I am happy to report that soon after Easter my fears disappeared never to return. Into Alphina's or Betty's room another lodger moved, Balthasar, Prince of Loam, as I dubbed him, who with elemental regularity fell asleep at nine and by six in the morning was planting heliotropes (Heliotropium turgenevi). This is the flower whose odor evokes with timeless intensity the dusk, and the garden bench, and a house of painted wood in a distant northern land. (note to Line 62)

 

In Turgenev’s novel Dym (“Smoke,” 1867) Litvinov sees a great bunch of fresh heliotrope whose odor stirs something in his memory. The title of Turgenev’s novel brings to mind Ten’ ot dyma (“The Shadow of Smoke,” 1905), a poem by Balmont and the title of a chapter in Khodasevich’s memoir essay Muni (1926). According to Muni (whose words Khodasevich quotes in his memoir essay), Balmont’s lines

 

others are smoke, I’m a shadow of smoke

I envy everybody who is smoke

 

should stand as an epigraph to him (not to his verses, but to himself as he is):

 

А ко мне, не к стихам, а ко мне самому, каков я есть, надо бы поставить эпиграф:

 

Другие дым, я тень от дыма,

Я всем завидую, кто дым.

 

“Balthasar, Prince of Loam” (as Kinbote nicknamed his gardener), is a Negro. The last chapter of Khodasevich’s memoir essay is entitled Oburevaemyi negr ("The Obsessed Negro"). “The Obsessed Negro” is a little tragedy by Muni in which he predicted his own destiny:

 

Муни написал две маленькие “трагедии” довольно дикого содержания. Одна называлась “Обуреваемый негр”. Её герой, негр в крахмальной рубашке и в подтяжках, только показывается в разных местах Петербурга: на Зимней Канавке, в модной мастерской, в окне ресторана, где компания адвокатов и дам отплясывает кэк-уок. Появляясь, негр бьёт в барабан и каждый раз произносит приблизительно одно и то же: “Так больше продолжаться не может. Трам-там-там. Я обуреваем”. И ещё: “Это-го ни-че-го не бу-дет”.

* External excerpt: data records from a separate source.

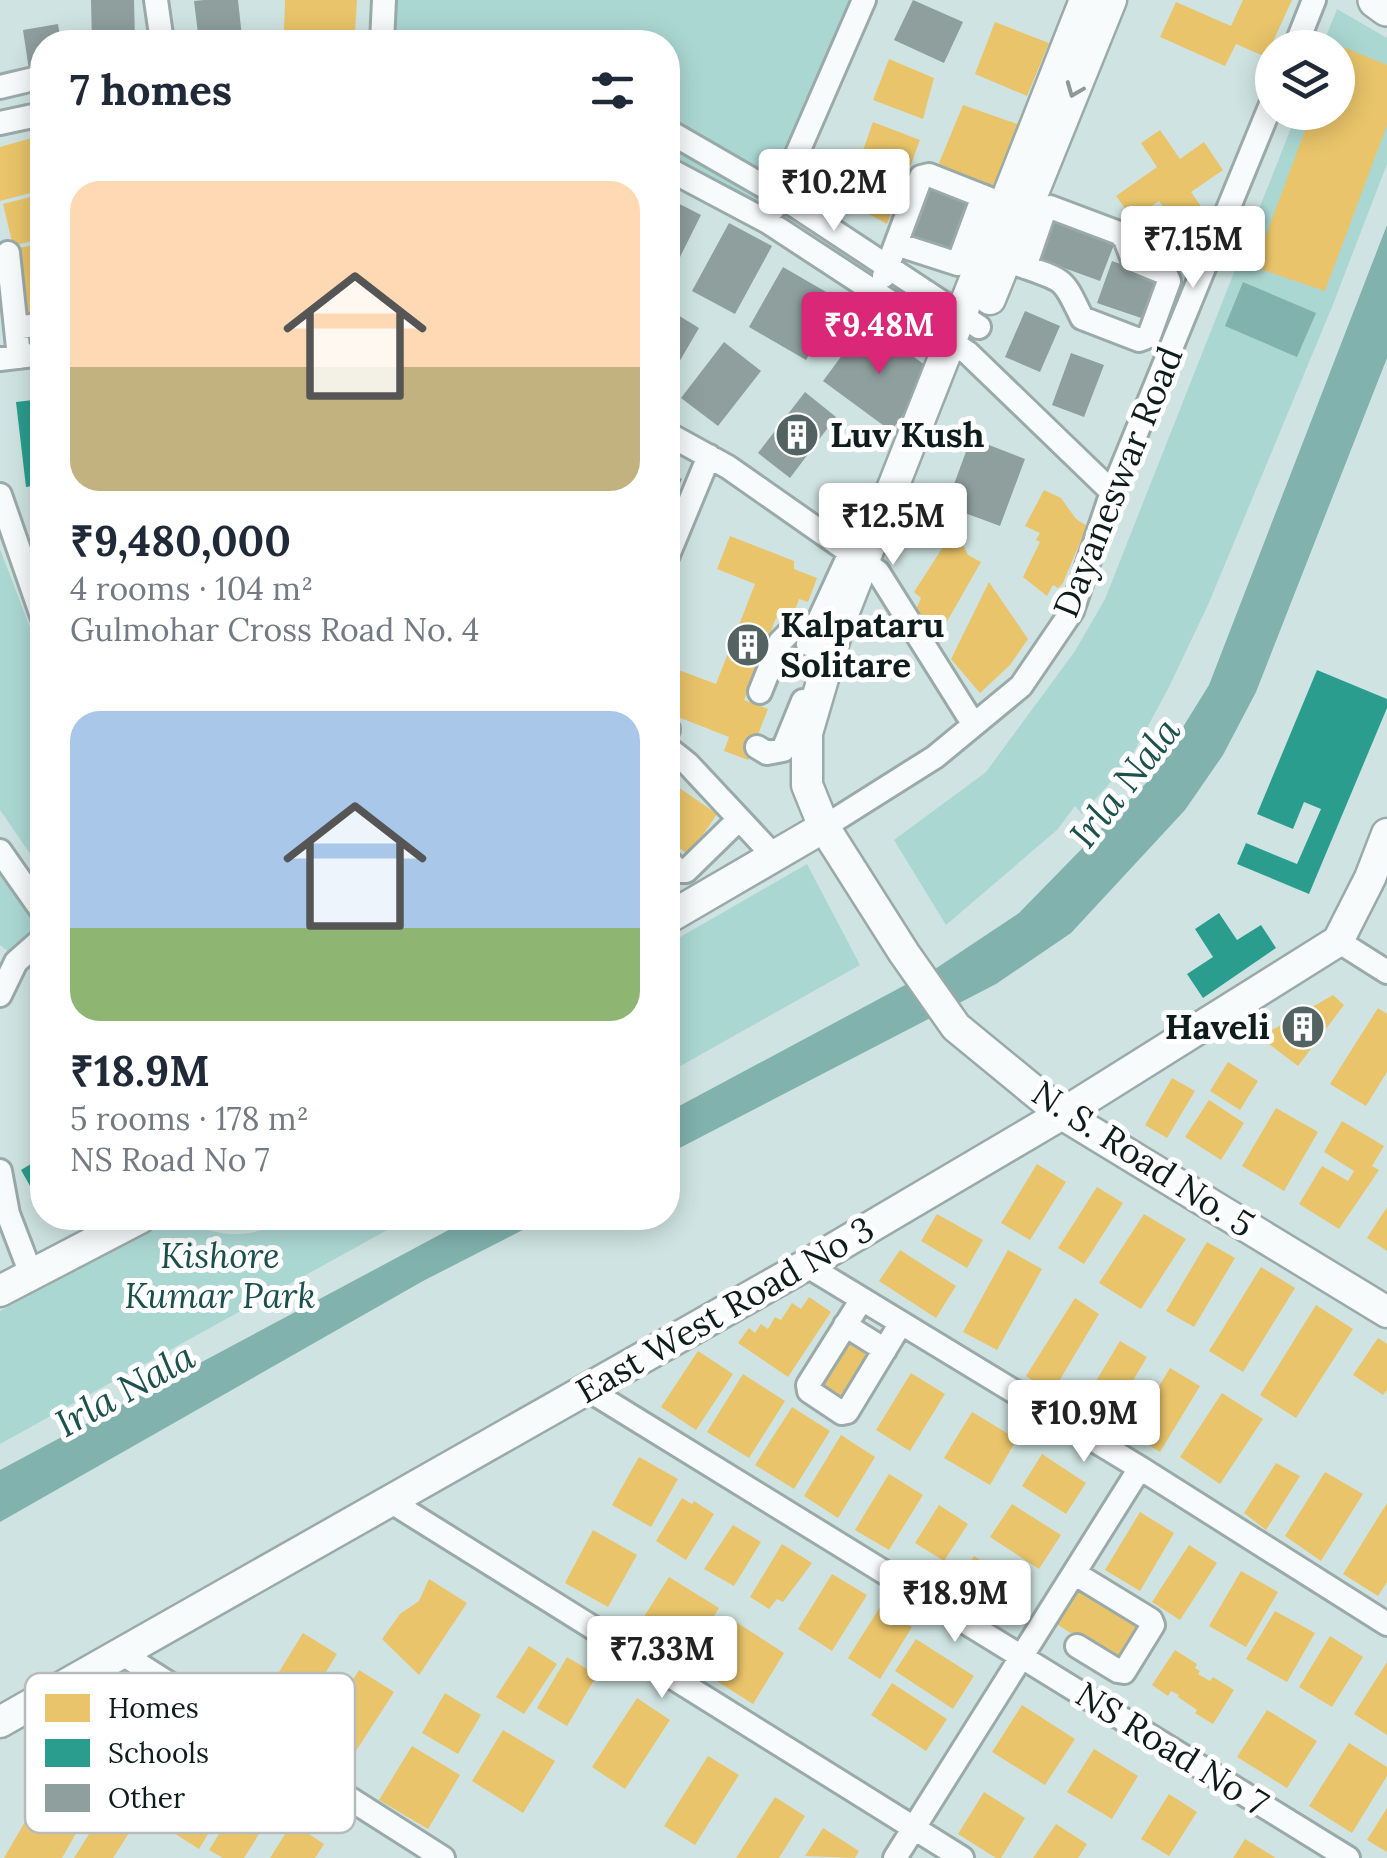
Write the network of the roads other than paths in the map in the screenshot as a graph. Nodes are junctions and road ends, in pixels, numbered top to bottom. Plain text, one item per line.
1 (156, 0) edge
2 (384, 0) edge
3 (864, 0) edge
4 (1085, 0) edge
5 (1110, 0) edge
6 (1314, 0) edge
7 (1376, 0) edge
8 (1387, 8) edge
9 (160, 30) edge
10 (383, 30) edge
11 (1302, 30) edge
12 (30, 80) edge
13 (0, 87) edge
14 (30, 117) edge
15 (0, 123) edge
16 (1261, 130) edge
17 (680, 138) edge
18 (680, 175) edge
19 (779, 195) junction
20 (994, 201) junction
21 (768, 222) junction
22 (896, 244) junction
23 (8, 253) dead end
24 (1015, 264) junction
25 (888, 266) junction
26 (877, 293) junction
27 (30, 326) edge
28 (16, 328) junction
29 (965, 334) junction
30 (21, 357) edge
31 (680, 440) edge
32 (709, 456) junction
33 (1112, 492) junction
34 (0, 495) edge
35 (680, 542) edge
36 (863, 562) junction
37 (30, 580) edge
38 (811, 639) junction
39 (760, 692) dead end
40 (974, 726) junction
41 (757, 748) dead end
42 (795, 752) junction
43 (680, 759) edge
44 (824, 827) junction
45 (730, 828) dead end
46 (1387, 834) edge
47 (0, 851) edge
48 (773, 855) junction
49 (680, 871) edge
50 (30, 894) edge
51 (680, 911) edge
52 (1338, 941) junction
53 (30, 949) edge
54 (1387, 972) edge
55 (0, 995) edge
56 (1062, 1114) junction
57 (0, 1171) edge
58 (117, 1230) edge
59 (806, 1265) junction
60 (32, 1274) junction
61 (0, 1291) edge
62 (862, 1299) junction
63 (1387, 1312) edge
64 (902, 1323) junction
65 (845, 1325) junction
66 (885, 1350) junction
67 (587, 1389) junction
68 (1140, 1468) junction
69 (390, 1501) junction
70 (1074, 1573) junction
71 (1387, 1624) edge
72 (121, 1654) junction
73 (1022, 1655) junction
74 (87, 1673) edge
75 (151, 1673) edge
76 (1068, 1684) junction
77 (25, 1708) edge
78 (0, 1722) edge
79 (355, 1802) edge
80 (914, 1828) junction
81 (443, 1858) edge
82 (895, 1858) edge
83 (962, 1858) edge
84 (1348, 1858) edge

1 - 9 street
2 - 10 street
3 - 19 street
4 - 20 street
5 -> 24 street
6 - 11 street
7 - 8 main road
12 - 13 street
14 - 15 street
16 - 33 street, Dayaneswar Road
17 - 19 street
18 - 21 street
19 - 21 street
19 - 25 street
20 - 22 street
20 - 22 street
20 - 29 street
21 - 26 street
22 - 25 street
23 - 28 street
24 - 24 street
24 - 29 street
25 - 26 street
25 - 29 street
26 - 29 street
27 - 28 street
28 - 30 street
29 - 33 street
29 - 36 street
31 - 32 street
32 - 35 street
32 - 36 street
33 - 40 street, Dayaneswar Road
34 - 37 street
36 - 38 street
36 - 40 street
36 - 42 street
36 - 44 street
38 - 39 street
38 - 42 street
40 - 44 street, Dayaneswar Road
41 - 42 street
42 - 44 street, N. S. Road No. 5
43 - 48 street
44 - 48 street
44 - 56 street, N. S. Road No. 5
45 - 49 street
46 - 52 street
47 - 50 street
48 - 51 street
52 - 54 street
52 - 56 street, East West Road No 3
53 - 55 street
56 - 59 street, East West Road No 3
56 - 63 street, N. S. Road No. 5
57 - 60 street
58 - 60 street
59 - 62 street
59 - 67 street, East West Road No 3
60 - 61 street
62 - 64 street
62 - 65 street
64 - 66 street
64 - 68 street
65 - 66 street
65 - 66 street
67 - 69 street, East West Road No 3
67 - 73 street, NS Road No 7
68 - 70 street
68 - 71 street
69 - 72 street, East West Road No 3
69 - 80 street
70 - 73 street
70 - 76 street
72 - 74 street, East West Road No 3
72 - 75 street
73 - 76 street, NS Road No 7
73 - 80 street
76 - 84 street, NS Road No 7
77 - 78 street, East West Road No 3
79 - 81 street
80 - 82 street
80 - 83 street

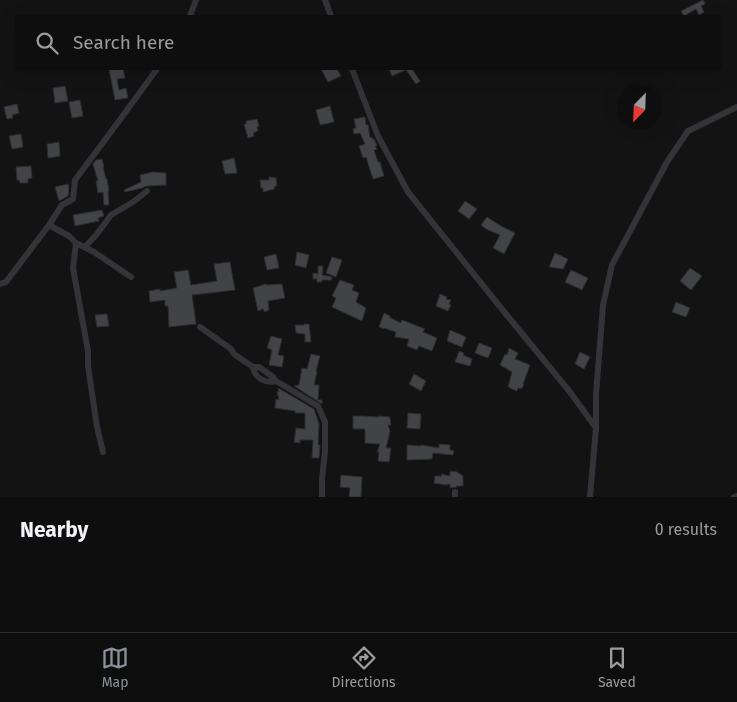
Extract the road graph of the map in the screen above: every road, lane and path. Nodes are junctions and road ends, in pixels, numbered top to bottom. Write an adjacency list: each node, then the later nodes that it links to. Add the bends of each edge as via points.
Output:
1 (196, 0): 3 (street)
2 (325, 0): 4 (street)
3 (190, 15)
4 (331, 15)
5 (155, 70): 9 (street, via 75,180 73,199 62,205)
6 (352, 70): 15 (street, via 378,136 408,192)
7 (737, 108): 15 (street, via 688,131 667,162 612,265 603,305)
8 (147, 191): 11 (street, via 111,215)
9 (49, 225): 10 (street); 13 (street, via 6,282)
10 (76, 243): 11 (street); 16 (street, via 73,268)
11 (85, 247): 12 (street)
12 (131, 277)
13 (0, 284)
14 (200, 327): 17 (street, via 234,354 318,406 325,422)
15 (596, 428): 18 (street)
16 (103, 452)
17 (322, 497)
18 (590, 497)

В последнем действии на сцене изображён поперечный разрез трамвая, который, жужжа и качаясь, как бы уходит от публики. В глубине, за стеклом, виден вагоновожатый. Поздний вечер. Пассажиры дремлют, покачиваясь. Вдруг раздается треск, вагон останавливается. За сценою замешательство. Затем выходит театральный механик и заявляет:

— Случилось несчастье. По ходу действия негр попадает под трамвай. Но в нашем театре все декорации устроены так добросовестно и реально, что герой раздавлен на самом деле. Представление отменяется. Недовольные могут получить деньги обратно.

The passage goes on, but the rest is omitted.